## RECORDS PROVIDED
┄┄┄┄┄┄

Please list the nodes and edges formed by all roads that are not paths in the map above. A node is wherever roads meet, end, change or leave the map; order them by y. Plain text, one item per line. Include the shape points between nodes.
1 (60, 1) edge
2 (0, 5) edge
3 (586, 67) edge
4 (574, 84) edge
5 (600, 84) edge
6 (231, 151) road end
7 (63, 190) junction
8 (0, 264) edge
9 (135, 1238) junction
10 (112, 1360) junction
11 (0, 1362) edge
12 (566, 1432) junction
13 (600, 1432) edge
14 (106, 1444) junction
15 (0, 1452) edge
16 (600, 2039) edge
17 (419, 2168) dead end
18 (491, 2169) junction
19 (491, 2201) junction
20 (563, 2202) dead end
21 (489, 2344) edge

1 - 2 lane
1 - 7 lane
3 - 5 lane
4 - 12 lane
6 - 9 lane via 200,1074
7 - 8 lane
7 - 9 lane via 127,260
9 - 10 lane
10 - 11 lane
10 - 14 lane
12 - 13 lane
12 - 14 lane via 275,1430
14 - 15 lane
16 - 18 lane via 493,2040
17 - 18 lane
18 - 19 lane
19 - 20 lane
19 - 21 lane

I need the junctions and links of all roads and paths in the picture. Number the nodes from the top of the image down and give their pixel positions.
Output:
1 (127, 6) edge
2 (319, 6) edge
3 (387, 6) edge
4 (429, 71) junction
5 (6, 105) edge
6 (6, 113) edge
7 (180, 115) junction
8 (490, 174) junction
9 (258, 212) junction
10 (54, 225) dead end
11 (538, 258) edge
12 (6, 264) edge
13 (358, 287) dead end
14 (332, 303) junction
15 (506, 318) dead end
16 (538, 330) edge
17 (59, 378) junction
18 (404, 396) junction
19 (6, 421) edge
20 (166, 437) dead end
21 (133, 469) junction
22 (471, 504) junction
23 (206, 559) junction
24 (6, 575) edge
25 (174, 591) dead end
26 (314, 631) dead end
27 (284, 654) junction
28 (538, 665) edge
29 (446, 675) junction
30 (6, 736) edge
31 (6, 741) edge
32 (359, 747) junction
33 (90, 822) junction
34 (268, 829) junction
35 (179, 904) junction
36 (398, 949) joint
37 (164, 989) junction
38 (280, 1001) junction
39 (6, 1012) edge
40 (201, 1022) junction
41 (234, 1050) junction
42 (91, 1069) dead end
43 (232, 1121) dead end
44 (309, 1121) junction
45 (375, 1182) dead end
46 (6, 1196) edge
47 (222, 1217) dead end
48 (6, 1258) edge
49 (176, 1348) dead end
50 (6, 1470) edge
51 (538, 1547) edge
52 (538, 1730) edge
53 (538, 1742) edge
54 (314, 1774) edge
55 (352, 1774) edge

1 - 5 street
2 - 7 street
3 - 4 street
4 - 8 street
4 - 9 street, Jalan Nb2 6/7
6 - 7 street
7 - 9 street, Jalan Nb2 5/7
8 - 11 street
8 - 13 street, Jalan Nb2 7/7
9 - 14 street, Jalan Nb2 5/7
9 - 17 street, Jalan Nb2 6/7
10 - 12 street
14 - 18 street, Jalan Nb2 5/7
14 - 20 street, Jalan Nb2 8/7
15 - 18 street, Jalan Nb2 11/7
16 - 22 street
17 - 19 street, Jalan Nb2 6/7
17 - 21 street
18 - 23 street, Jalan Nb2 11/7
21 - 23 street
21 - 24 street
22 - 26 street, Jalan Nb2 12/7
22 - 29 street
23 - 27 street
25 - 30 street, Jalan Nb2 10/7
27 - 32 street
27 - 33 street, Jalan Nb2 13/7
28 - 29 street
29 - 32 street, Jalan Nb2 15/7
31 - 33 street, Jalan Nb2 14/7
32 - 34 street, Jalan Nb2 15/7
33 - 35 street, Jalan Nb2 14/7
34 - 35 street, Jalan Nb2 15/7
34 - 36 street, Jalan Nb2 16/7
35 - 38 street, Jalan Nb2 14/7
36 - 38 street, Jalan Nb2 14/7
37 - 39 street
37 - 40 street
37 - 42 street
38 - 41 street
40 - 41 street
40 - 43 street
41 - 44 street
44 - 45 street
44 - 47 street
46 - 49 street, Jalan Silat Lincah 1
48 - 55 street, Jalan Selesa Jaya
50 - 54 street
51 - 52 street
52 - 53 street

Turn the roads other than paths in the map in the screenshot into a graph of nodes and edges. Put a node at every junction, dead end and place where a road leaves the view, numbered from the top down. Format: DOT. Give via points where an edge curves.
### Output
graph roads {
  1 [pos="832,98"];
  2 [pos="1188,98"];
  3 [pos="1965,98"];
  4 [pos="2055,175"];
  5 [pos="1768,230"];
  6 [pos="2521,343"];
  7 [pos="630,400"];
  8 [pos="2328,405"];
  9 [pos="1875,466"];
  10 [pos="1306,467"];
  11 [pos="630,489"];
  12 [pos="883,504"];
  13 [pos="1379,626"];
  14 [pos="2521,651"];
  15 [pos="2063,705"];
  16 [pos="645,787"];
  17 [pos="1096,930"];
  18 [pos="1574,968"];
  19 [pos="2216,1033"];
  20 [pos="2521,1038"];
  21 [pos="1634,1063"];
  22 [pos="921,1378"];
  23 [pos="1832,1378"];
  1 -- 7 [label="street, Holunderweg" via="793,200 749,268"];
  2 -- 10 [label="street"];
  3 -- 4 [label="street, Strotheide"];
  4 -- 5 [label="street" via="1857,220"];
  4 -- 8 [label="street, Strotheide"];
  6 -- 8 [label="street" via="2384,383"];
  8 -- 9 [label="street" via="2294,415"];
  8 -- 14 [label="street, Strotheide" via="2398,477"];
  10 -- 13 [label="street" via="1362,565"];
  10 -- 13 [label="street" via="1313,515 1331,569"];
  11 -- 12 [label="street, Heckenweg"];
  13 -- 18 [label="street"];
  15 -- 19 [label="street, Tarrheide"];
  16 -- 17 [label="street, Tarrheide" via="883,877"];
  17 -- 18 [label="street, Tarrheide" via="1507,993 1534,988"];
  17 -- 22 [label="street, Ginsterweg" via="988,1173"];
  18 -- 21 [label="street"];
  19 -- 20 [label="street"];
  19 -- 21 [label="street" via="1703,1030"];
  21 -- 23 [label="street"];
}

┄┄┄┄┄┄

## EXERCISE INSTRUCTIONS
An exact copy of the data, with every line intact, is the required answer.

## TASK RESPONSE
Please list the nodes and edges formed by all roads that are not paths in the map above. A node is wherever roads meet, end, change or leave the map; order them by y. Plain text, one item per line. Include the shape points between nodes.
1 (60, 1) edge
2 (0, 5) edge
3 (586, 67) edge
4 (574, 84) edge
5 (600, 84) edge
6 (231, 151) road end
7 (63, 190) junction
8 (0, 264) edge
9 (135, 1238) junction
10 (112, 1360) junction
11 (0, 1362) edge
12 (566, 1432) junction
13 (600, 1432) edge
14 (106, 1444) junction
15 (0, 1452) edge
16 (600, 2039) edge
17 (419, 2168) dead end
18 (491, 2169) junction
19 (491, 2201) junction
20 (563, 2202) dead end
21 (489, 2344) edge

1 - 2 lane
1 - 7 lane
3 - 5 lane
4 - 12 lane
6 - 9 lane via 200,1074
7 - 8 lane
7 - 9 lane via 127,260
9 - 10 lane
10 - 11 lane
10 - 14 lane
12 - 13 lane
12 - 14 lane via 275,1430
14 - 15 lane
16 - 18 lane via 493,2040
17 - 18 lane
18 - 19 lane
19 - 20 lane
19 - 21 lane

I need the junctions and links of all roads and paths in the picture. Number the nodes from the top of the image down and give their pixel positions.
Output:
1 (127, 6) edge
2 (319, 6) edge
3 (387, 6) edge
4 (429, 71) junction
5 (6, 105) edge
6 (6, 113) edge
7 (180, 115) junction
8 (490, 174) junction
9 (258, 212) junction
10 (54, 225) dead end
11 (538, 258) edge
12 (6, 264) edge
13 (358, 287) dead end
14 (332, 303) junction
15 (506, 318) dead end
16 (538, 330) edge
17 (59, 378) junction
18 (404, 396) junction
19 (6, 421) edge
20 (166, 437) dead end
21 (133, 469) junction
22 (471, 504) junction
23 (206, 559) junction
24 (6, 575) edge
25 (174, 591) dead end
26 (314, 631) dead end
27 (284, 654) junction
28 (538, 665) edge
29 (446, 675) junction
30 (6, 736) edge
31 (6, 741) edge
32 (359, 747) junction
33 (90, 822) junction
34 (268, 829) junction
35 (179, 904) junction
36 (398, 949) joint
37 (164, 989) junction
38 (280, 1001) junction
39 (6, 1012) edge
40 (201, 1022) junction
41 (234, 1050) junction
42 (91, 1069) dead end
43 (232, 1121) dead end
44 (309, 1121) junction
45 (375, 1182) dead end
46 (6, 1196) edge
47 (222, 1217) dead end
48 (6, 1258) edge
49 (176, 1348) dead end
50 (6, 1470) edge
51 (538, 1547) edge
52 (538, 1730) edge
53 (538, 1742) edge
54 (314, 1774) edge
55 (352, 1774) edge

1 - 5 street
2 - 7 street
3 - 4 street
4 - 8 street
4 - 9 street, Jalan Nb2 6/7
6 - 7 street
7 - 9 street, Jalan Nb2 5/7
8 - 11 street
8 - 13 street, Jalan Nb2 7/7
9 - 14 street, Jalan Nb2 5/7
9 - 17 street, Jalan Nb2 6/7
10 - 12 street
14 - 18 street, Jalan Nb2 5/7
14 - 20 street, Jalan Nb2 8/7
15 - 18 street, Jalan Nb2 11/7
16 - 22 street
17 - 19 street, Jalan Nb2 6/7
17 - 21 street
18 - 23 street, Jalan Nb2 11/7
21 - 23 street
21 - 24 street
22 - 26 street, Jalan Nb2 12/7
22 - 29 street
23 - 27 street
25 - 30 street, Jalan Nb2 10/7
27 - 32 street
27 - 33 street, Jalan Nb2 13/7
28 - 29 street
29 - 32 street, Jalan Nb2 15/7
31 - 33 street, Jalan Nb2 14/7
32 - 34 street, Jalan Nb2 15/7
33 - 35 street, Jalan Nb2 14/7
34 - 35 street, Jalan Nb2 15/7
34 - 36 street, Jalan Nb2 16/7
35 - 38 street, Jalan Nb2 14/7
36 - 38 street, Jalan Nb2 14/7
37 - 39 street
37 - 40 street
37 - 42 street
38 - 41 street
40 - 41 street
40 - 43 street
41 - 44 street
44 - 45 street
44 - 47 street
46 - 49 street, Jalan Silat Lincah 1
48 - 55 street, Jalan Selesa Jaya
50 - 54 street
51 - 52 street
52 - 53 street

Turn the roads other than paths in the map in the screenshot into a graph of nodes and edges. Put a node at every junction, dead end and place where a road leaves the view, numbered from the top down. Format: DOT. Give via points where an edge curves.
### Output
graph roads {
  1 [pos="832,98"];
  2 [pos="1188,98"];
  3 [pos="1965,98"];
  4 [pos="2055,175"];
  5 [pos="1768,230"];
  6 [pos="2521,343"];
  7 [pos="630,400"];
  8 [pos="2328,405"];
  9 [pos="1875,466"];
  10 [pos="1306,467"];
  11 [pos="630,489"];
  12 [pos="883,504"];
  13 [pos="1379,626"];
  14 [pos="2521,651"];
  15 [pos="2063,705"];
  16 [pos="645,787"];
  17 [pos="1096,930"];
  18 [pos="1574,968"];
  19 [pos="2216,1033"];
  20 [pos="2521,1038"];
  21 [pos="1634,1063"];
  22 [pos="921,1378"];
  23 [pos="1832,1378"];
  1 -- 7 [label="street, Holunderweg" via="793,200 749,268"];
  2 -- 10 [label="street"];
  3 -- 4 [label="street, Strotheide"];
  4 -- 5 [label="street" via="1857,220"];
  4 -- 8 [label="street, Strotheide"];
  6 -- 8 [label="street" via="2384,383"];
  8 -- 9 [label="street" via="2294,415"];
  8 -- 14 [label="street, Strotheide" via="2398,477"];
  10 -- 13 [label="street" via="1362,565"];
  10 -- 13 [label="street" via="1313,515 1331,569"];
  11 -- 12 [label="street, Heckenweg"];
  13 -- 18 [label="street"];
  15 -- 19 [label="street, Tarrheide"];
  16 -- 17 [label="street, Tarrheide" via="883,877"];
  17 -- 18 [label="street, Tarrheide" via="1507,993 1534,988"];
  17 -- 22 [label="street, Ginsterweg" via="988,1173"];
  18 -- 21 [label="street"];
  19 -- 20 [label="street"];
  19 -- 21 [label="street" via="1703,1030"];
  21 -- 23 [label="street"];
}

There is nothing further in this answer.